*Pov Ink*
Odszedł. Po prostu zostawił mnie i odszedł.
Upadłem na kolana i znowu załkałem.
Dlaczego muszę być inny? Dlaczego nie mogę być taki jak reszta? Dlaczego Error nie może mnie kochać? Dlaczego?
Jeszcze chwilę płakałem, po czym wstałem i wróciłem do pokoju w którym byli Cross z Dream'em. Gdy zobaczyli w jakim stanie jestem, od razu podeszli do mnie zmartwieni.

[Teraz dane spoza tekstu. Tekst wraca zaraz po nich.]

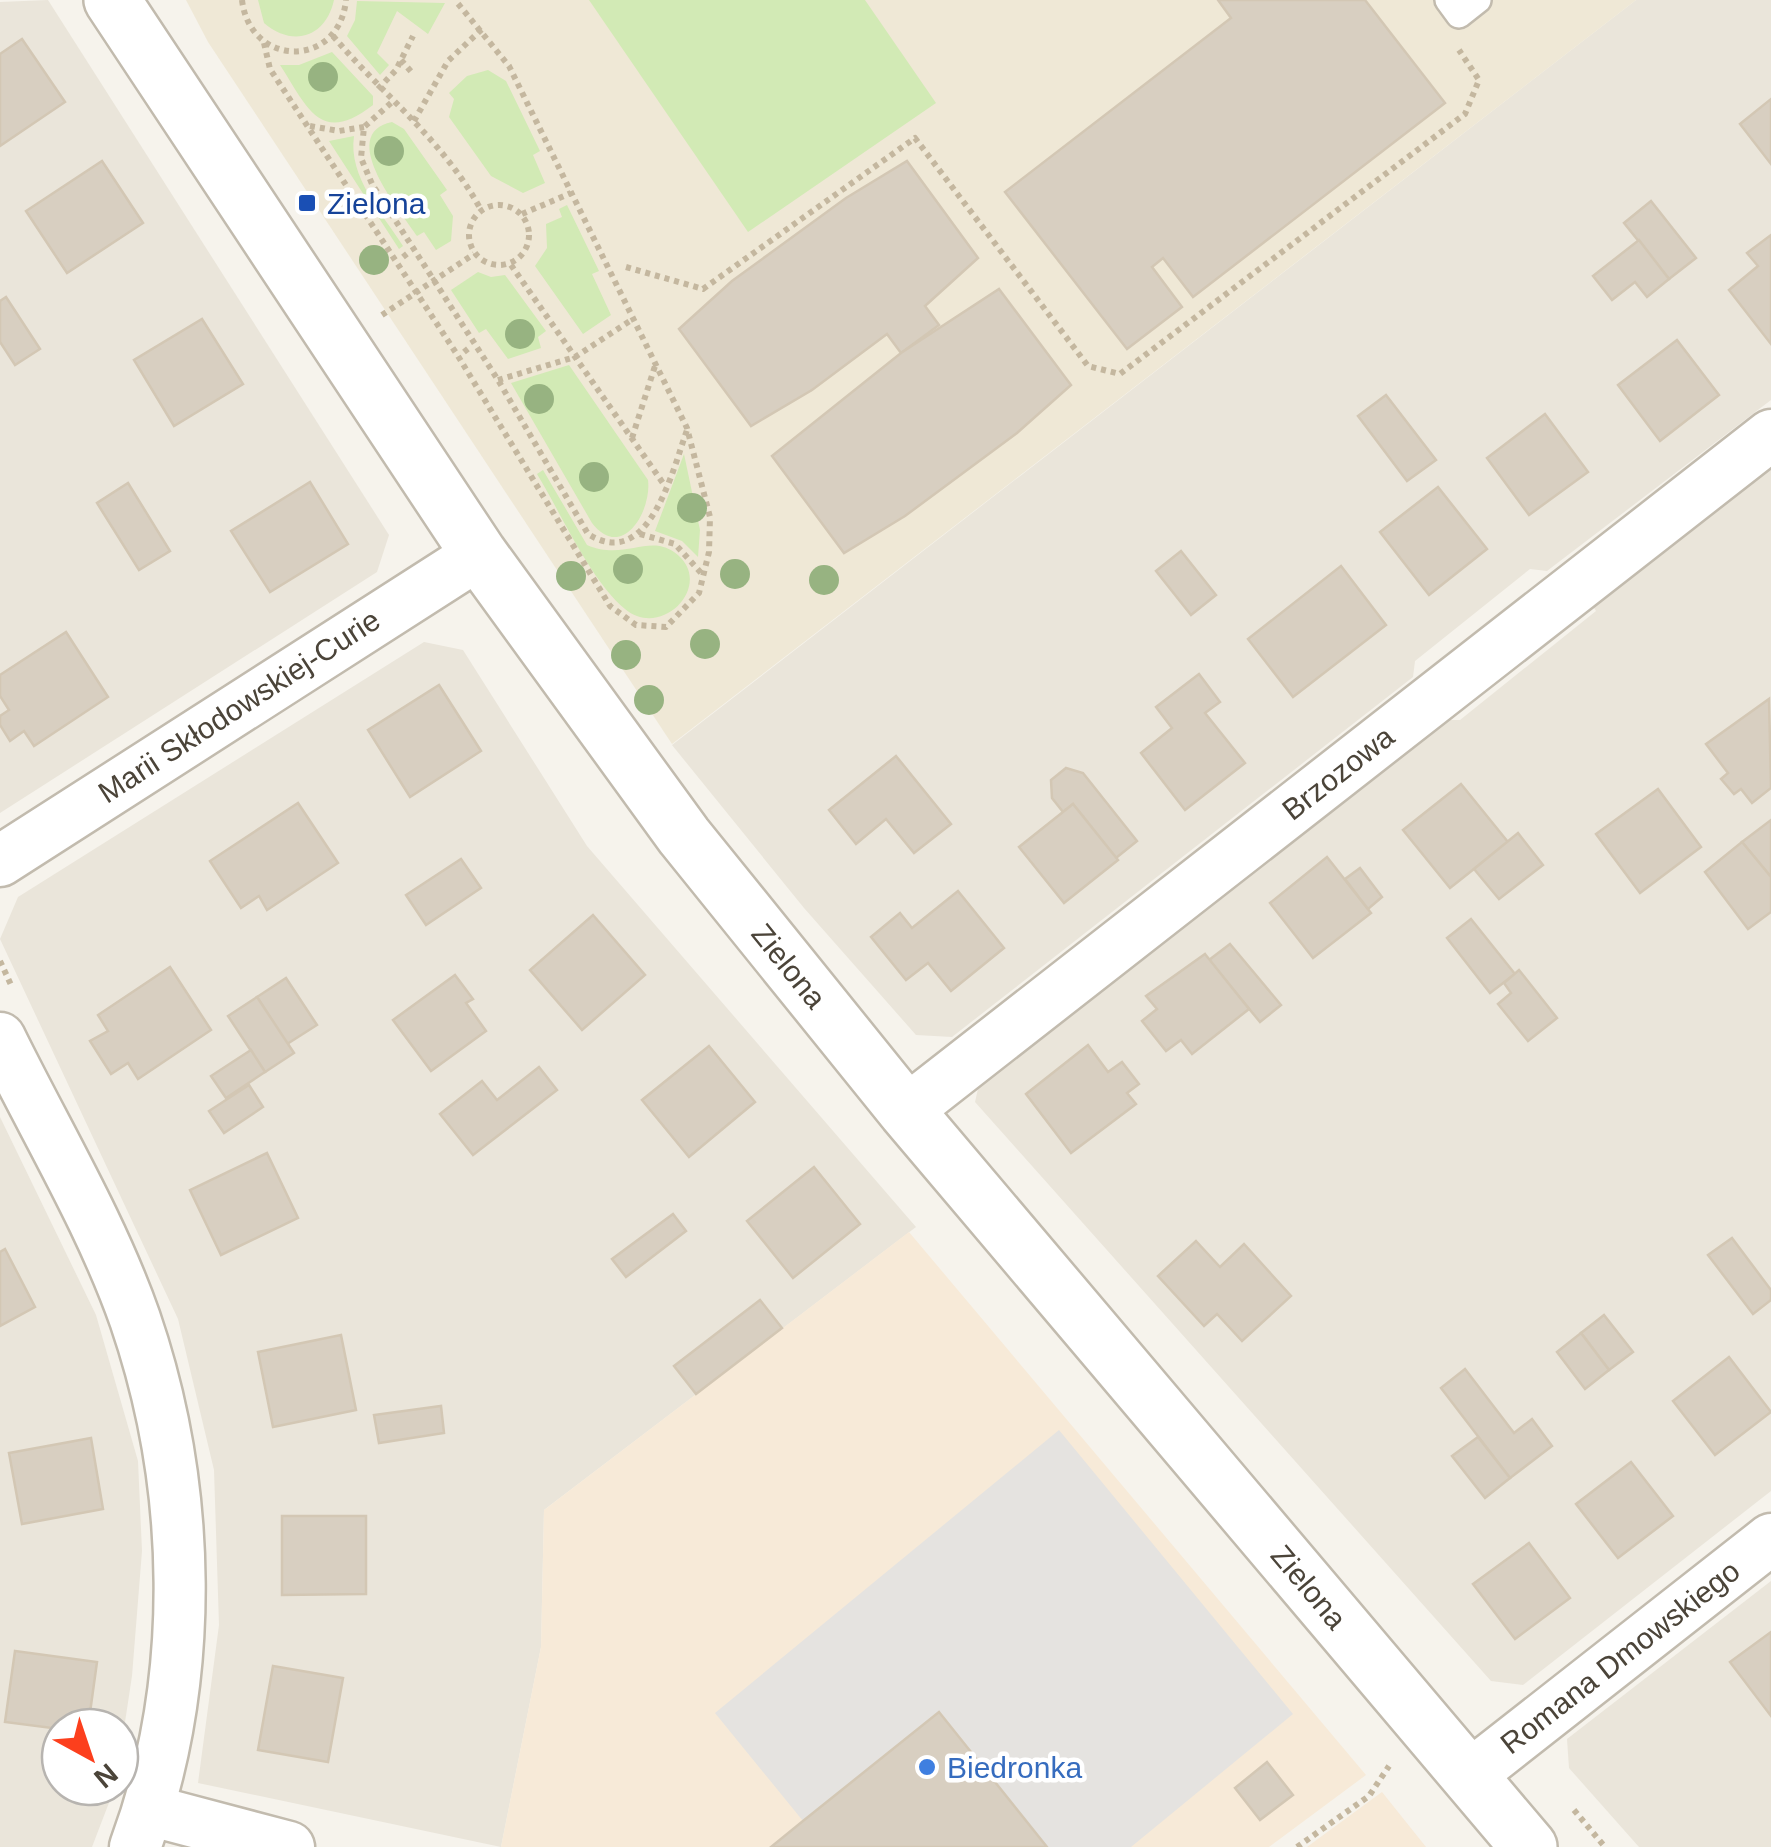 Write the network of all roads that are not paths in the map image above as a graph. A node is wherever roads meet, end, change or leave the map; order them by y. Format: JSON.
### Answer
{"nodes":[{"id":1,"x":121,"y":8,"type":"edge"},
{"id":2,"x":1771,"y":435,"type":"edge"},
{"id":3,"x":480,"y":554,"type":"junction"},
{"id":4,"x":0,"y":860,"type":"edge"},
{"id":5,"x":0,"y":1038,"type":"edge"},
{"id":6,"x":923,"y":1098,"type":"junction"},
{"id":7,"x":1771,"y":1538,"type":"edge"},
{"id":8,"x":1469,"y":1776,"type":"junction"},
{"id":9,"x":142,"y":1829,"type":"edge"},
{"id":10,"x":289,"y":1847,"type":"edge"},
{"id":11,"x":1529,"y":1847,"type":"edge"}],
"edges":[{"from":1,"to":3,"type":"street","name":"Zielona"},
{"from":2,"to":6,"type":"street","name":"Brzozowa"},
{"from":3,"to":4,"type":"street","name":"Marii Skłodowskiej-Curie"},
{"from":3,"to":6,"type":"street","name":"Zielona"},
{"from":5,"to":9,"type":"street"},
{"from":6,"to":8,"type":"street","name":"Zielona"},
{"from":7,"to":8,"type":"street","name":"Romana Dmowskiego"},
{"from":8,"to":11,"type":"street","name":"Zielona"},
{"from":9,"to":10,"type":"street"}]}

- Ink, nie przejmuj się. Na pewno się ułoży, będzie dobrze. Mogę sobie wyobrazić jak straszną stratą jest poronienie, ale jestem pewien, że jeszcze będzie nie jedna okazja, abyś mógł zajść w ciążę z Error'em. - powiedział Dream, po czym mnie przytulił.
Ja tylko stałem w milczeniu przez moment po czym powiedziałem:
- Nie. Nie będzie.
- Hm? Czemu tak mówisz? - spojrzał mi w oczy.
- Bo mnie zostawił. - oparłem.
Obydwoje, Cross i Dream, byli widocznie zszokowani.
- Ale jak to cię zostawił? - spytał z niedowierzaniem Cross.
- Po prostu. Powiedział mi, że stracił na mnie czas i odszedł, sam nie wiem gdzie. - w moich oczach znowu zebrało się mnóstwo łez.
- Dream, poczekaj tu z nim, ja idę znaleźć Error'a. - powiedział Cross, po czym wyszedł z pokoju, a ja zostałem sam z Dream'em.
*Pov Error*
Siedziałem sobie w domu Lust'a. Postanowiliśmy, że, skoro Ink stracił dziecko i w końcu możemy być razem, zamieszkam u niego.
Lust siedział mi właśnie na kolanach i się do mnie tulił, aż tu nagle, tak z dupy, wbija do domu Cross. I po chuj on tu?
- Error, musimy pogadać. - powiedział na wstępie.
- Nie, nie musimy, a teraz wyjdź. - wskazałem ręką drzwi.
Ten nie posłuchał i podszedł bliżej nas.
- Nie rozumiesz czegoś? Wyjdź. - wstałem, sadzając wcześniej Lust'a na kanapie.
- Nie wyjdę stąd, dopóki sensownie nie wyjaśnisz mi, dlaczego w taki sposób zerwałeś z Ink'iem. Myślę, że jest wart czegoś więcej niż tylko powiedzenia: "straciłem na ciebie czas".
- A ty skąd wiesz co mu powiedziałem?
- Opowiedział nam przed chwilą.
- "Nam"?
- Mnie i Dream'owi.
- Dobra, po prostu już nic do niego nie czuję. Mogę kochać kogo chcę i nic ci do tego. A teraz - ponownie wskazałem na wyjście. - tam są drzwi.
Cross odwrócił się i wyszedł bez słowa.
Oparłem na kanapę. Lust od razu wszedł mi na kolana.
- Myślisz, że dadzą ci w końcu spokój?
- Miejmy nadzieję, że tak. - ująłem jego policzek i delikatnie pocałowałem.
*Pov Dream*
Ink cały czas płacze. Nie dziwię mu się, szczerze mówiąc. Poronił, Error go zostawił i to jeszcze w tak okropny sposób…
Nagle, do pokoju wszedł Cross.
- Nie chcę was martwić, ale mam złe wieści.
Ink spojrzał na niego jeszcze bardziej załamany i przestraszony.